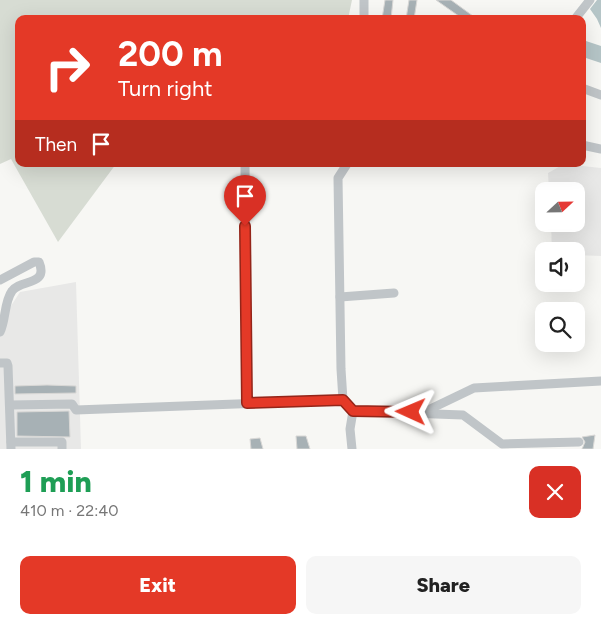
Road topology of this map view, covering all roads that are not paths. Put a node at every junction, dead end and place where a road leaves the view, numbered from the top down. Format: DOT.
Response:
graph roads {
  1 [pos="364,0"];
  2 [pos="590,0"];
  3 [pos="364,15"];
  4 [pos="578,15"];
  5 [pos="586,89"];
  6 [pos="601,95"];
  7 [pos="586,146"];
  8 [pos="601,149"];
  9 [pos="245,167"];
  10 [pos="345,167"];
  11 [pos="0,280"];
  12 [pos="394,293"];
  13 [pos="340,297"];
  14 [pos="0,332"];
  15 [pos="0,363"];
  16 [pos="601,381"];
  17 [pos="343,400"];
  18 [pos="247,403"];
  19 [pos="10,405"];
  20 [pos="353,411"];
  21 [pos="422,413"];
  22 [pos="580,442"];
  23 [pos="11,446"];
  24 [pos="62,449"];
  25 [pos="352,449"];
  1 -- 3 [label="street"];
  2 -- 4 [label="street"];
  5 -- 6 [label="street"];
  7 -- 8 [label="street"];
  9 -- 18 [label="street"];
  10 -- 13 [label="street"];
  11 -- 14 [label="street"];
  12 -- 13 [label="street"];
  13 -- 17 [label="street"];
  15 -- 19 [label="street"];
  16 -- 21 [label="street"];
  17 -- 18 [label="street"];
  17 -- 20 [label="street"];
  18 -- 19 [label="street"];
  19 -- 23 [label="street"];
  20 -- 21 [label="street"];
  20 -- 25 [label="street"];
  21 -- 22 [label="street"];
  23 -- 24 [label="street"];
}
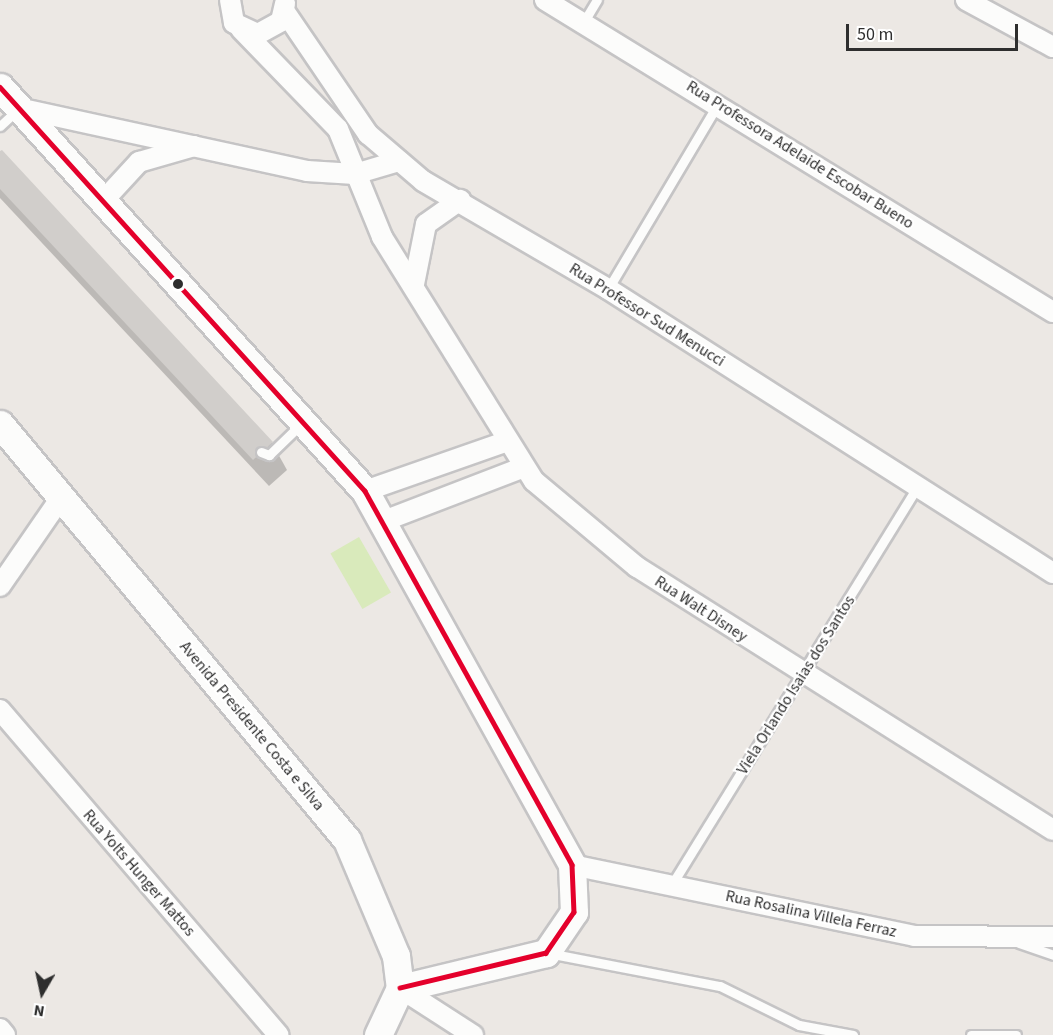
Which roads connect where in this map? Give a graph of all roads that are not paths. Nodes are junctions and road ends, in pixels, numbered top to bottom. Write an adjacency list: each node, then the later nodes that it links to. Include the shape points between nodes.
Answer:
1 (545, 0): 6 (street, Rua Professora Adelaide Escobar Bueno)
2 (597, 0): 6 (lane)
3 (966, 0): 8 (street)
4 (228, 2): 7 (street)
5 (285, 6): 7 (street, via 267,33); 13 (street, Rua Professor Sud Menucci, via 346,106)
6 (583, 23): 10 (street, Rua Professora Adelaide Escobar Bueno)
7 (241, 29): 14 (street, via 338,129 351,151)
8 (1053, 48)
9 (0, 87): 11 (street)
10 (718, 104): 18 (lane); 19 (street, Rua Professora Adelaide Escobar Bueno)
11 (9, 117): 12 (street); 15 (street)
12 (196, 146): 14 (street, via 308,171); 15 (street, via 140,162)
13 (399, 161): 14 (street); 16 (street, Rua Professor Sud Menucci)
14 (355, 174): 17 (street, via 382,237)
15 (104, 200): 20 (street)
16 (460, 200): 17 (street, via 426,224); 18 (street, Rua Professor Sud Menucci)
17 (414, 284): 22 (street)
18 (608, 289): 25 (street, Rua Professor Sud Menucci)
19 (1052, 310)
20 (302, 423): 23 (lane, via 269,455); 26 (street)
21 (0, 424): 27 (street, Avenida Presidente Costa e Silva)
22 (508, 441): 24 (street); 26 (street)
23 (261, 453)
24 (522, 468): 28 (street); 31 (street, Rua Walt Disney, via 637,567)
25 (918, 485): 29 (street, Rua Professor Sud Menucci); 31 (lane, Viela Orlando Isaias dos Santos)
26 (365, 491): 28 (street)
27 (60, 500): 30 (street); 40 (street, Avenida Presidente Costa e Silva, via 346,840 391,935)
28 (381, 522): 34 (street)
29 (1053, 573)
30 (0, 586)
31 (803, 675): 33 (street, Rua Walt Disney); 35 (lane, Viela Orlando Isaias dos Santos)
32 (0, 710): 43 (street, Rua Yolts Hunger Mattos)
33 (1053, 830)
34 (572, 865): 35 (street, Rua Rosalina Villela Ferraz); 38 (street, via 574,912)
35 (672, 884): 37 (street, Rua Rosalina Villela Ferraz, via 914,936)
36 (1053, 937): 37 (street, Rua Rosalina Villela Ferraz)
37 (1011, 940): 39 (lane)
38 (546, 953): 40 (street); 46 (lane, via 720,986 799,1025)
39 (1053, 955)
40 (400, 988): 44 (street); 45 (street)
41 (0, 1029): 42 (street)
42 (5, 1035)
43 (279, 1035)
44 (378, 1035)
45 (473, 1035)
46 (853, 1035)
47 (971, 1035): 48 (lane)
48 (1016, 1035)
★ ★ ★ ★ ★ ★ ★
TASK STATEMENT »
Give every entry above again, exactly, and keep all pictures out of it.

FINISHED EXERCISE »
Road topology of this map view, covering all roads that are not paths. Put a node at every junction, dead end and place where a road leaves the view, numbered from the top down. Format: DOT.
Response:
graph roads {
  1 [pos="364,0"];
  2 [pos="590,0"];
  3 [pos="364,15"];
  4 [pos="578,15"];
  5 [pos="586,89"];
  6 [pos="601,95"];
  7 [pos="586,146"];
  8 [pos="601,149"];
  9 [pos="245,167"];
  10 [pos="345,167"];
  11 [pos="0,280"];
  12 [pos="394,293"];
  13 [pos="340,297"];
  14 [pos="0,332"];
  15 [pos="0,363"];
  16 [pos="601,381"];
  17 [pos="343,400"];
  18 [pos="247,403"];
  19 [pos="10,405"];
  20 [pos="353,411"];
  21 [pos="422,413"];
  22 [pos="580,442"];
  23 [pos="11,446"];
  24 [pos="62,449"];
  25 [pos="352,449"];
  1 -- 3 [label="street"];
  2 -- 4 [label="street"];
  5 -- 6 [label="street"];
  7 -- 8 [label="street"];
  9 -- 18 [label="street"];
  10 -- 13 [label="street"];
  11 -- 14 [label="street"];
  12 -- 13 [label="street"];
  13 -- 17 [label="street"];
  15 -- 19 [label="street"];
  16 -- 21 [label="street"];
  17 -- 18 [label="street"];
  17 -- 20 [label="street"];
  18 -- 19 [label="street"];
  19 -- 23 [label="street"];
  20 -- 21 [label="street"];
  20 -- 25 [label="street"];
  21 -- 22 [label="street"];
  23 -- 24 [label="street"];
}
Which roads connect where in this map? Give a graph of all roads that are not paths. Nodes are junctions and road ends, in pixels, numbered top to bottom. Write an adjacency list: each node, then the later nodes that it links to. Include the shape points between nodes.
Answer:
1 (545, 0): 6 (street, Rua Professora Adelaide Escobar Bueno)
2 (597, 0): 6 (lane)
3 (966, 0): 8 (street)
4 (228, 2): 7 (street)
5 (285, 6): 7 (street, via 267,33); 13 (street, Rua Professor Sud Menucci, via 346,106)
6 (583, 23): 10 (street, Rua Professora Adelaide Escobar Bueno)
7 (241, 29): 14 (street, via 338,129 351,151)
8 (1053, 48)
9 (0, 87): 11 (street)
10 (718, 104): 18 (lane); 19 (street, Rua Professora Adelaide Escobar Bueno)
11 (9, 117): 12 (street); 15 (street)
12 (196, 146): 14 (street, via 308,171); 15 (street, via 140,162)
13 (399, 161): 14 (street); 16 (street, Rua Professor Sud Menucci)
14 (355, 174): 17 (street, via 382,237)
15 (104, 200): 20 (street)
16 (460, 200): 17 (street, via 426,224); 18 (street, Rua Professor Sud Menucci)
17 (414, 284): 22 (street)
18 (608, 289): 25 (street, Rua Professor Sud Menucci)
19 (1052, 310)
20 (302, 423): 23 (lane, via 269,455); 26 (street)
21 (0, 424): 27 (street, Avenida Presidente Costa e Silva)
22 (508, 441): 24 (street); 26 (street)
23 (261, 453)
24 (522, 468): 28 (street); 31 (street, Rua Walt Disney, via 637,567)
25 (918, 485): 29 (street, Rua Professor Sud Menucci); 31 (lane, Viela Orlando Isaias dos Santos)
26 (365, 491): 28 (street)
27 (60, 500): 30 (street); 40 (street, Avenida Presidente Costa e Silva, via 346,840 391,935)
28 (381, 522): 34 (street)
29 (1053, 573)
30 (0, 586)
31 (803, 675): 33 (street, Rua Walt Disney); 35 (lane, Viela Orlando Isaias dos Santos)
32 (0, 710): 43 (street, Rua Yolts Hunger Mattos)
33 (1053, 830)
34 (572, 865): 35 (street, Rua Rosalina Villela Ferraz); 38 (street, via 574,912)
35 (672, 884): 37 (street, Rua Rosalina Villela Ferraz, via 914,936)
36 (1053, 937): 37 (street, Rua Rosalina Villela Ferraz)
37 (1011, 940): 39 (lane)
38 (546, 953): 40 (street); 46 (lane, via 720,986 799,1025)
39 (1053, 955)
40 (400, 988): 44 (street); 45 (street)
41 (0, 1029): 42 (street)
42 (5, 1035)
43 (279, 1035)
44 (378, 1035)
45 (473, 1035)
46 (853, 1035)
47 (971, 1035): 48 (lane)
48 (1016, 1035)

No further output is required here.